Use this table to score each vendor during your evaluation. Rate each criterion 1-5 (1 = poor, 5 = excellent). Multiply by the weight for your environment type.

CriterionWhat "Good" Looks LikeManufacturing WeightUtilities WeightDefense Weight
Deployment ModelFully on-premise, no cloud dependency455
Enforcement CapabilityMonitors AND enforces in same product555
Protocol AwarenessNative parsing of Modbus, EtherNet/IP, OPC UA, PROFINET at minimum543
Air-Gap SupportFull functionality with zero internet345
Compliance CoveragePublished controls mapping for your framework345
Pricing ModelPer-appliance or per-site, not per-device433
OT ExpertiseOT-first company, engineers with ICS experience454
Time to ValueOperational (monitoring + enforcement) within 1 week433
Max: 160Max: 165Max: 165

How to read the weights: A weight of 5 means this criterion is critical for that environment type. A weight of 3 means it matters but is not the deciding factor. Multiply each vendor's score (1-5) by the weight, sum the results, and compare.
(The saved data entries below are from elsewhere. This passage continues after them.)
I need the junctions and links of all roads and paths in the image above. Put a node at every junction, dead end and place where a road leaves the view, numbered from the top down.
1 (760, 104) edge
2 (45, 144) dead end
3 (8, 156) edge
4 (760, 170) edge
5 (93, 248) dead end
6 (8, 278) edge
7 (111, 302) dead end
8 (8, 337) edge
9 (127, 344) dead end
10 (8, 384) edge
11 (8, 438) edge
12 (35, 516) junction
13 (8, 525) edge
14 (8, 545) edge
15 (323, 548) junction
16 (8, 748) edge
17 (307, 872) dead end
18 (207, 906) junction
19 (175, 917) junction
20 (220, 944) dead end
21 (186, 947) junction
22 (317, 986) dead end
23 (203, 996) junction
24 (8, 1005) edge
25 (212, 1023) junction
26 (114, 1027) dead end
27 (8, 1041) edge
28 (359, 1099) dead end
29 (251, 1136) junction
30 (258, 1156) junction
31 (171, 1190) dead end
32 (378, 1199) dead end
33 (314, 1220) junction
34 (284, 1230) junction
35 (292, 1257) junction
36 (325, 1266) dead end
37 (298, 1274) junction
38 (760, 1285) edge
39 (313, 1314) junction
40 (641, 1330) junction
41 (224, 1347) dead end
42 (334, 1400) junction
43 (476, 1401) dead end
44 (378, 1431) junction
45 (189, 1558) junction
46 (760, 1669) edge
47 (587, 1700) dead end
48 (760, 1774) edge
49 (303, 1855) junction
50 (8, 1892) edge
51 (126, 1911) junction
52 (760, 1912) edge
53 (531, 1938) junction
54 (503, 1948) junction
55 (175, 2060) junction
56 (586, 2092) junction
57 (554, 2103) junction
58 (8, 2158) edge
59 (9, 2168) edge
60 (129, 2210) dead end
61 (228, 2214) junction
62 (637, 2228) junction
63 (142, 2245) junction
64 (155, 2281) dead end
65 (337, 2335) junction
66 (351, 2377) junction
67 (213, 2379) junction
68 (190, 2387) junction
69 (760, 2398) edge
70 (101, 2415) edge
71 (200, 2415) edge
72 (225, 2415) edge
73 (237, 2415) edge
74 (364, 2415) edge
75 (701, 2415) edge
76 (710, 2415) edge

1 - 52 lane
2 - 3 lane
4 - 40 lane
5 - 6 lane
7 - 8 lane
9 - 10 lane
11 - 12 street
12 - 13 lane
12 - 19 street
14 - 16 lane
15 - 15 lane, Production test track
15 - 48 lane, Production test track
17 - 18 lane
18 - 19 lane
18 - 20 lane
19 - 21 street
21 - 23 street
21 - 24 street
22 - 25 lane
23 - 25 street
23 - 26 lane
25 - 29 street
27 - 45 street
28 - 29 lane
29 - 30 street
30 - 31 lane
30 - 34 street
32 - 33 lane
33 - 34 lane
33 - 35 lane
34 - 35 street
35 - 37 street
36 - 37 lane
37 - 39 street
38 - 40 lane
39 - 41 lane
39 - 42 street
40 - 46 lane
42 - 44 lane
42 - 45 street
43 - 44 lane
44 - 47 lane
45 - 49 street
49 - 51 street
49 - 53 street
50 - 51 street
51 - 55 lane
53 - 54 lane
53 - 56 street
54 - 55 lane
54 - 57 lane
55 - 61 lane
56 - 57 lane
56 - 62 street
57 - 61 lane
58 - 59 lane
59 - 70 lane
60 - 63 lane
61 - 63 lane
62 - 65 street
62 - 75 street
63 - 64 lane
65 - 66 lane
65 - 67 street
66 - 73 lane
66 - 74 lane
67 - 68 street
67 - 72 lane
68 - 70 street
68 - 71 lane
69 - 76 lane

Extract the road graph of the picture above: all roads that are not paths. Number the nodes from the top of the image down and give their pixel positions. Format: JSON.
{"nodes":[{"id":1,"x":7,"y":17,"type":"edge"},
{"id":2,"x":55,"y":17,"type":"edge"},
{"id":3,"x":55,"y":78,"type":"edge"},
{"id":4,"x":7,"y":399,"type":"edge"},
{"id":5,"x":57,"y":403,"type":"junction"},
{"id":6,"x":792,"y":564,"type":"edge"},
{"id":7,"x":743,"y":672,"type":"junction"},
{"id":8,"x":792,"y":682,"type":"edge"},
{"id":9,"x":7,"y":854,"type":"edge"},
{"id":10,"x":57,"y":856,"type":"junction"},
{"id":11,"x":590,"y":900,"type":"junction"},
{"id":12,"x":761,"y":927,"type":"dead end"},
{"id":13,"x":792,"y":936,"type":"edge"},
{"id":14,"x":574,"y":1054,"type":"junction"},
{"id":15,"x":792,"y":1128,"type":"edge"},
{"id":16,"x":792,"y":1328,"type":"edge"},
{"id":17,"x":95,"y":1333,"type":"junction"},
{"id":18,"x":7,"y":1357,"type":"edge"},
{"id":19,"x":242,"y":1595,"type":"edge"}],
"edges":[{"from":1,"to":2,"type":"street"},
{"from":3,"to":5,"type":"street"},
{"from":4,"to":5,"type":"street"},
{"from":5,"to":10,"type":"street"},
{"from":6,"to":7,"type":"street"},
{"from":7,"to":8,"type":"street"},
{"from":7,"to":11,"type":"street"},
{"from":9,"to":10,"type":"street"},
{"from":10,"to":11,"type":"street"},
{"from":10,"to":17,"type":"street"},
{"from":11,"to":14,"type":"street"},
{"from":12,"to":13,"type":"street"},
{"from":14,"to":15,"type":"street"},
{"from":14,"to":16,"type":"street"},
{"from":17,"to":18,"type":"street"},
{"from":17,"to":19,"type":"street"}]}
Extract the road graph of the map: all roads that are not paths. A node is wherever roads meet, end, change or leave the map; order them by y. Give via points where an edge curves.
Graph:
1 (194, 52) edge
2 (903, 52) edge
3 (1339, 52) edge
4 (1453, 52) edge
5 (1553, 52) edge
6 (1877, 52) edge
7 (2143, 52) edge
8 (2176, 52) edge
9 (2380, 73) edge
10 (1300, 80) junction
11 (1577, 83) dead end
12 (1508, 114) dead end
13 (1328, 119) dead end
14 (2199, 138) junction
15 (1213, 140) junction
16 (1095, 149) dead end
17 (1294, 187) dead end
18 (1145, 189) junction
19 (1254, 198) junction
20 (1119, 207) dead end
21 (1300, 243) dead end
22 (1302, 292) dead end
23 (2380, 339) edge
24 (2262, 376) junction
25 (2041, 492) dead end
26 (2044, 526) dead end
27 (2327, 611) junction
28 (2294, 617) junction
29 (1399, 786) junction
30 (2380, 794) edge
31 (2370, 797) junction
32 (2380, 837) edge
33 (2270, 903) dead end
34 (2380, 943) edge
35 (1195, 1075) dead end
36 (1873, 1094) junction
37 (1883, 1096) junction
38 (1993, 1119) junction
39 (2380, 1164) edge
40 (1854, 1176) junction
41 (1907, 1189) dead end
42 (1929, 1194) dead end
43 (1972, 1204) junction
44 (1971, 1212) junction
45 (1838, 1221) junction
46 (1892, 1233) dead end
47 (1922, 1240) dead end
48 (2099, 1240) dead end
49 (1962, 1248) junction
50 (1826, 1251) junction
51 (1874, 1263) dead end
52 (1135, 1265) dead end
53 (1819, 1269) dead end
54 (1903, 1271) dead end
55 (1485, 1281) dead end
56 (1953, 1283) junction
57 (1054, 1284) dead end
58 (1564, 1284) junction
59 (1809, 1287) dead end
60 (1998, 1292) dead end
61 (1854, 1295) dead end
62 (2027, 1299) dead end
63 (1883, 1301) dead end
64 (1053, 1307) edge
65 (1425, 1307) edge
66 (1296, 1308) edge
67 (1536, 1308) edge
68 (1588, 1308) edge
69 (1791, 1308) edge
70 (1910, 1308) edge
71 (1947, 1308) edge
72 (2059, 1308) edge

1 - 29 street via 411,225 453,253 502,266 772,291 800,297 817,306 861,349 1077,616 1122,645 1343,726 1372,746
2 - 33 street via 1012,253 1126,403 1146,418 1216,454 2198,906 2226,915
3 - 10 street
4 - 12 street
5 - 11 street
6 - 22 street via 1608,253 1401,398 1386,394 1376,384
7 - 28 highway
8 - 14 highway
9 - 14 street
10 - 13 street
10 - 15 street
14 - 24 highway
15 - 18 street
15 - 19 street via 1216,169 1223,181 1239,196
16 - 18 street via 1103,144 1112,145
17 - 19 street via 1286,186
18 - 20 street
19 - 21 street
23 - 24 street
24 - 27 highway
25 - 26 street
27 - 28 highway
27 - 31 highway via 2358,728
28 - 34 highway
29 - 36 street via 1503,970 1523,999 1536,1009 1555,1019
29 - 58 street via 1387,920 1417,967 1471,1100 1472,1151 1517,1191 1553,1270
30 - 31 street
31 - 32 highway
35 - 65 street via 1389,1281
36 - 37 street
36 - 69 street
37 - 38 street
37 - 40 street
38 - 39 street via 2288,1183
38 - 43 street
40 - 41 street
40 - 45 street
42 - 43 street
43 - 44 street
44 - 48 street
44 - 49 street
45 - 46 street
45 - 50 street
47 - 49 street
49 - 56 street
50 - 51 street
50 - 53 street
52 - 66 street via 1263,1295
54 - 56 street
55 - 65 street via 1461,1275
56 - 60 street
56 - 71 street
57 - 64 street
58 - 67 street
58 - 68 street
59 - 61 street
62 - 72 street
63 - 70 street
Red Flags During Evaluation

Watch for these during vendor demos and RFI responses:

  • Cloud-only with no on-premise option. If your network is air-gapped or regulated, this is a disqualifier. No exceptions.
  • Requires agents on OT endpoints. Any vendor that needs software installed on PLCs, HMIs, or embedded devices does not understand OT environments. Our analysis of proxy-based security for OT explains why proxies succeed where agents fail.
  • No industrial protocol support. If the product treats Modbus the same as HTTP, it cannot provide meaningful OT security.
  • Pricing that scales with device count. This creates a perverse incentive to undercount assets, which defeats the purpose of network security.
  • Vague compliance claims without documentation. "We support CMMC" means nothing without a control-by-control mapping.
  • Enforcement requires third-party products. If you need to buy firewalls or NAC from another vendor to enforce policies, the platform is incomplete.
  • No reference customers in your industry. OT security is domain-specific. A vendor with 50 enterprise IT deployments and zero manufacturing sites is unproven in your environment.

RFI Template

Send this to every vendor on your shortlist:

  1. Describe your deployment model. Can the product operate fully on-premise with no internet connectivity?
  2. Does the product enforce network policies (block, segment, quarantine), or does it require third-party enforcement infrastructure?
  3. List every industrial protocol your product parses natively, including the depth of parsing (header vs. payload).
  4. Provide a controls mapping document for [your compliance framework].
  5. Describe your pricing model. What is the 3-year total cost for a site with [X] OT devices?
  6. Provide 3 reference customers in [your industry] who are using the product in enforcement mode.
  7. What is the typical deployment timeline from purchase order to active enforcement?
  8. What ongoing management does the product require? Express in FTE hours per month.

Score the responses using the table above. The vendor with the highest weighted score for your environment type goes on the shortlist for a proof-of-concept.

Procurement decisions in OT security should be driven by technical fit and total cost, not by brand recognition or analyst quadrant placement. Use a structured framework, score consistently, and make vendors prove their claims with specifics.